She stumbled backwards but kept her arm steady, showering the thing with bullets. She should have brought the rifle, at least that would have had some more stopping power. As it was the Assaultron didn’t stop, didn’t even seemed phased, and Fixer kept backing up until she tripped over a downed log and fell into the shallows of the lake.

Cold water instantly soaked into her clothes and she cried out, quickly reloading again. The red eye was boring into her, black metal claws bearing down, and she was taking hits, could feel spots of blood blooming over her body.

Fixer grit her teeth and screamed, screamed like a rabid banshee, like a starving lioness, like a young child hopped up on Sugar Bombs when Sunset Ranger came on TV each Tuesday at six.

Deliverer clicked. Out of bullets. No more mags on her. Everything else was in the cabin. Stupid, stupid, stupid.

Then there was an incredibly loud noise. The Assaultron’s head exploded spontaneously.

No, not spontaneously.

Deacon was there, holding her rifle. He lowered it, shaking like she’d never seen him do, and then he propped it on his shoulder and ran to her, dropping to his knees in the lake muck.

Suddenly it was dead quiet, the ringing in her ears the only sound.

“Come on, partner.” He had hooked his arms under hers and was pulling her up. Oddly she couldn’t stand, found herself dizzy and in possession of two legs that didn’t seem to want to work. Deacon practically dragged her up the steps and into the cabin. He quickly lit the small lantern near their sleeping bags and yanked a first aid kit out of their duffel. Fixer watched as though through a thick pane of glass. Her mind felt like it was surrounded by a buzzing forcefield and it was floating above her body.

Her body was hurt, badly, but at the moment she barely occupied it, didn’t even resist when Deacon began to tug her suit off.

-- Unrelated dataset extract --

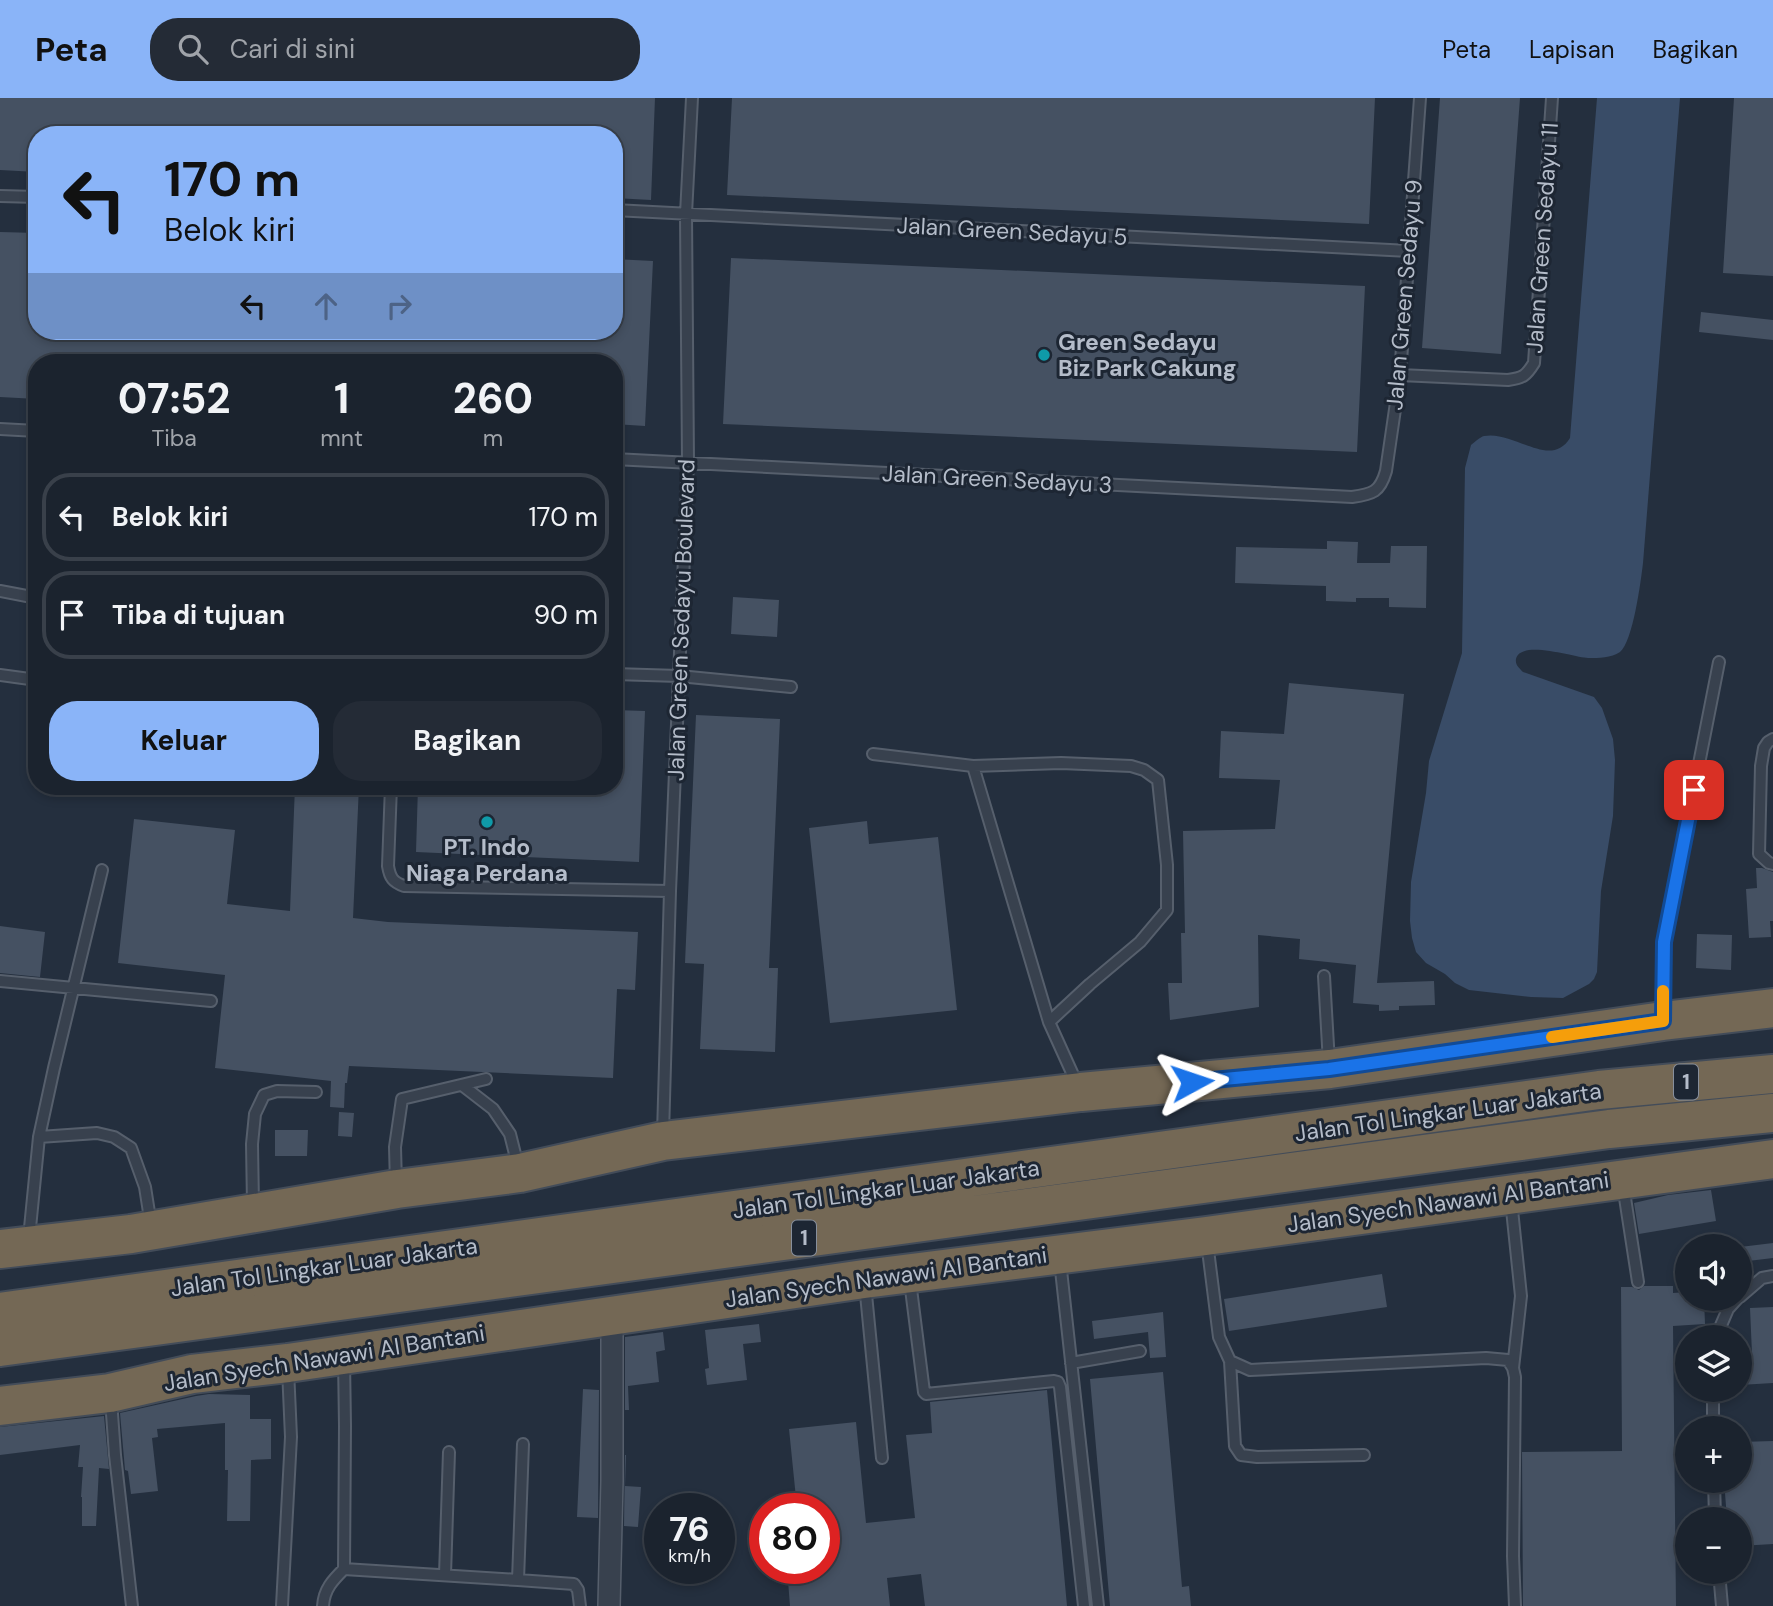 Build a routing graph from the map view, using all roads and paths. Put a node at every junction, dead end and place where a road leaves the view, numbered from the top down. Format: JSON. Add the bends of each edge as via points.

“We gotta get you into something dry, as soon as these wounds close up.”

Ah, was that the prick of a stimpak into her leg? And into her hip? And into her shoulder blade? Must have been, because her body immediately began to feel better.

“Okay Fixer, I need you to say something to me. Anything at all. I need to know my buddy’s consciousness didn’t ascend to the fifth astral dimension without me.”

“I’m fine, stop fussing,” she said, or thought she said, but what came out what more like a low whine.

“It’s just a little shellshock, Fix. You’re gonna be okay. See, you’re not even bleeding anymore.” He was babbling, hands rushing over each part of her, wiping away blood, wrapping up the faded remainders of the cuts. Her legs worked enough that she could help him by stepping out of her suit, and soon she was being wrapped in something warm and dry. Something that smelled amazing, like home.

Then she was being pushed into one of the sleeping bags and Deacon was climbing in with her.

She was shivering even in the dry clothes, but the heat of their bodies trapped in the sleeping bag slowly began to warm her. His heartbeat slowed from hammering to steady as he relaxed, sure now that she was going to be alright.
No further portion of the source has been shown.